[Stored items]
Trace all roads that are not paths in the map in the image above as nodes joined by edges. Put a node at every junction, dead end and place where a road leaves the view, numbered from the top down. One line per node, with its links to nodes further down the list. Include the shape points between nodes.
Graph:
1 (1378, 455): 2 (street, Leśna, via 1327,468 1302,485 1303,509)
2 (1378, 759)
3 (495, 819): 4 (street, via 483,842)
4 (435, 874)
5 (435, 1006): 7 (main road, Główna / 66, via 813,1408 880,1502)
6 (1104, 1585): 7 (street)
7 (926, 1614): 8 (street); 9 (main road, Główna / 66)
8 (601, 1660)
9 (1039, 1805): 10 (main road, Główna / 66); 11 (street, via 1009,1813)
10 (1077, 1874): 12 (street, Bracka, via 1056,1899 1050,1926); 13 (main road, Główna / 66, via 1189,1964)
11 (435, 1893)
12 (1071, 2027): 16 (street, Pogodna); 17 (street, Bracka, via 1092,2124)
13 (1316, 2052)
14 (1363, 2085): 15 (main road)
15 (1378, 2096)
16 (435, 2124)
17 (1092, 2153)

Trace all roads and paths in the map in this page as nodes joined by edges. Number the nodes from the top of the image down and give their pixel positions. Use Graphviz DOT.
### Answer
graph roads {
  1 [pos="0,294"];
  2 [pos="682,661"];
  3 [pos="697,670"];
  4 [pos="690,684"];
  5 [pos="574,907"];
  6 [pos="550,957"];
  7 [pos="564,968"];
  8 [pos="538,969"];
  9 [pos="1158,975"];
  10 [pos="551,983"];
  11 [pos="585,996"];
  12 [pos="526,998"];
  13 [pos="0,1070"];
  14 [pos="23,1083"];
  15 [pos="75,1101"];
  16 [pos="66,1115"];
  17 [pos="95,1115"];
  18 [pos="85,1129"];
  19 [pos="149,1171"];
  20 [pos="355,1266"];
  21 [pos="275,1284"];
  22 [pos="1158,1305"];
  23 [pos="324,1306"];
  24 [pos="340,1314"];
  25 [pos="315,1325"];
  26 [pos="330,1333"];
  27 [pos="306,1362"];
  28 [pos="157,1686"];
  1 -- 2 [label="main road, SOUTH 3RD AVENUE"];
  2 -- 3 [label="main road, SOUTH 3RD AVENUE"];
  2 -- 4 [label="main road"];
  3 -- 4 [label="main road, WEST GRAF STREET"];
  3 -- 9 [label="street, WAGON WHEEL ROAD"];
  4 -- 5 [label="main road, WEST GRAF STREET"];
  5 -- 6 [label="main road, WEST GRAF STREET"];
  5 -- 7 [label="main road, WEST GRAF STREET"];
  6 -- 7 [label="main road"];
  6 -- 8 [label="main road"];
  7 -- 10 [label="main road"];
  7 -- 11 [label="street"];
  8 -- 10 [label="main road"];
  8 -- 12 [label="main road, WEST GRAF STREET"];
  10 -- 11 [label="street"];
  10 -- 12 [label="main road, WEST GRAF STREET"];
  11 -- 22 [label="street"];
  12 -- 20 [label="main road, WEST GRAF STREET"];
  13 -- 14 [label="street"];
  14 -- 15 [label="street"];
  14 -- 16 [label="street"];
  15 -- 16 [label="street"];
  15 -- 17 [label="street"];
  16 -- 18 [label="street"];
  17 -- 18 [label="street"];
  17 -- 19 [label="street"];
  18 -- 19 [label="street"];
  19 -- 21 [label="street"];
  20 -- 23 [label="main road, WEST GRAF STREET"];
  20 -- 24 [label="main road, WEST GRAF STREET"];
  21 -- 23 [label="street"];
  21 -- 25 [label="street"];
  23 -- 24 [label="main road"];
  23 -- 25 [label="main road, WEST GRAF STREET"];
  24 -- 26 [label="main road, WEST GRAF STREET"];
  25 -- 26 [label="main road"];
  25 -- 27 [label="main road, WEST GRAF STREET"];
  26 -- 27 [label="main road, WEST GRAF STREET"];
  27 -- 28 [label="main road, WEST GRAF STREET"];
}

> **What you are asked to do**
All of the entries need to be given again, word for word.

> **Solution**
Trace all roads that are not paths in the map in the image above as nodes joined by edges. Put a node at every junction, dead end and place where a road leaves the view, numbered from the top down. One line per node, with its links to nodes further down the list. Include the shape points between nodes.
Graph:
1 (1378, 455): 2 (street, Leśna, via 1327,468 1302,485 1303,509)
2 (1378, 759)
3 (495, 819): 4 (street, via 483,842)
4 (435, 874)
5 (435, 1006): 7 (main road, Główna / 66, via 813,1408 880,1502)
6 (1104, 1585): 7 (street)
7 (926, 1614): 8 (street); 9 (main road, Główna / 66)
8 (601, 1660)
9 (1039, 1805): 10 (main road, Główna / 66); 11 (street, via 1009,1813)
10 (1077, 1874): 12 (street, Bracka, via 1056,1899 1050,1926); 13 (main road, Główna / 66, via 1189,1964)
11 (435, 1893)
12 (1071, 2027): 16 (street, Pogodna); 17 (street, Bracka, via 1092,2124)
13 (1316, 2052)
14 (1363, 2085): 15 (main road)
15 (1378, 2096)
16 (435, 2124)
17 (1092, 2153)

Trace all roads and paths in the map in this page as nodes joined by edges. Number the nodes from the top of the image down and give their pixel positions. Use Graphviz DOT.
### Answer
graph roads {
  1 [pos="0,294"];
  2 [pos="682,661"];
  3 [pos="697,670"];
  4 [pos="690,684"];
  5 [pos="574,907"];
  6 [pos="550,957"];
  7 [pos="564,968"];
  8 [pos="538,969"];
  9 [pos="1158,975"];
  10 [pos="551,983"];
  11 [pos="585,996"];
  12 [pos="526,998"];
  13 [pos="0,1070"];
  14 [pos="23,1083"];
  15 [pos="75,1101"];
  16 [pos="66,1115"];
  17 [pos="95,1115"];
  18 [pos="85,1129"];
  19 [pos="149,1171"];
  20 [pos="355,1266"];
  21 [pos="275,1284"];
  22 [pos="1158,1305"];
  23 [pos="324,1306"];
  24 [pos="340,1314"];
  25 [pos="315,1325"];
  26 [pos="330,1333"];
  27 [pos="306,1362"];
  28 [pos="157,1686"];
  1 -- 2 [label="main road, SOUTH 3RD AVENUE"];
  2 -- 3 [label="main road, SOUTH 3RD AVENUE"];
  2 -- 4 [label="main road"];
  3 -- 4 [label="main road, WEST GRAF STREET"];
  3 -- 9 [label="street, WAGON WHEEL ROAD"];
  4 -- 5 [label="main road, WEST GRAF STREET"];
  5 -- 6 [label="main road, WEST GRAF STREET"];
  5 -- 7 [label="main road, WEST GRAF STREET"];
  6 -- 7 [label="main road"];
  6 -- 8 [label="main road"];
  7 -- 10 [label="main road"];
  7 -- 11 [label="street"];
  8 -- 10 [label="main road"];
  8 -- 12 [label="main road, WEST GRAF STREET"];
  10 -- 11 [label="street"];
  10 -- 12 [label="main road, WEST GRAF STREET"];
  11 -- 22 [label="street"];
  12 -- 20 [label="main road, WEST GRAF STREET"];
  13 -- 14 [label="street"];
  14 -- 15 [label="street"];
  14 -- 16 [label="street"];
  15 -- 16 [label="street"];
  15 -- 17 [label="street"];
  16 -- 18 [label="street"];
  17 -- 18 [label="street"];
  17 -- 19 [label="street"];
  18 -- 19 [label="street"];
  19 -- 21 [label="street"];
  20 -- 23 [label="main road, WEST GRAF STREET"];
  20 -- 24 [label="main road, WEST GRAF STREET"];
  21 -- 23 [label="street"];
  21 -- 25 [label="street"];
  23 -- 24 [label="main road"];
  23 -- 25 [label="main road, WEST GRAF STREET"];
  24 -- 26 [label="main road, WEST GRAF STREET"];
  25 -- 26 [label="main road"];
  25 -- 27 [label="main road, WEST GRAF STREET"];
  26 -- 27 [label="main road, WEST GRAF STREET"];
  27 -- 28 [label="main road, WEST GRAF STREET"];
}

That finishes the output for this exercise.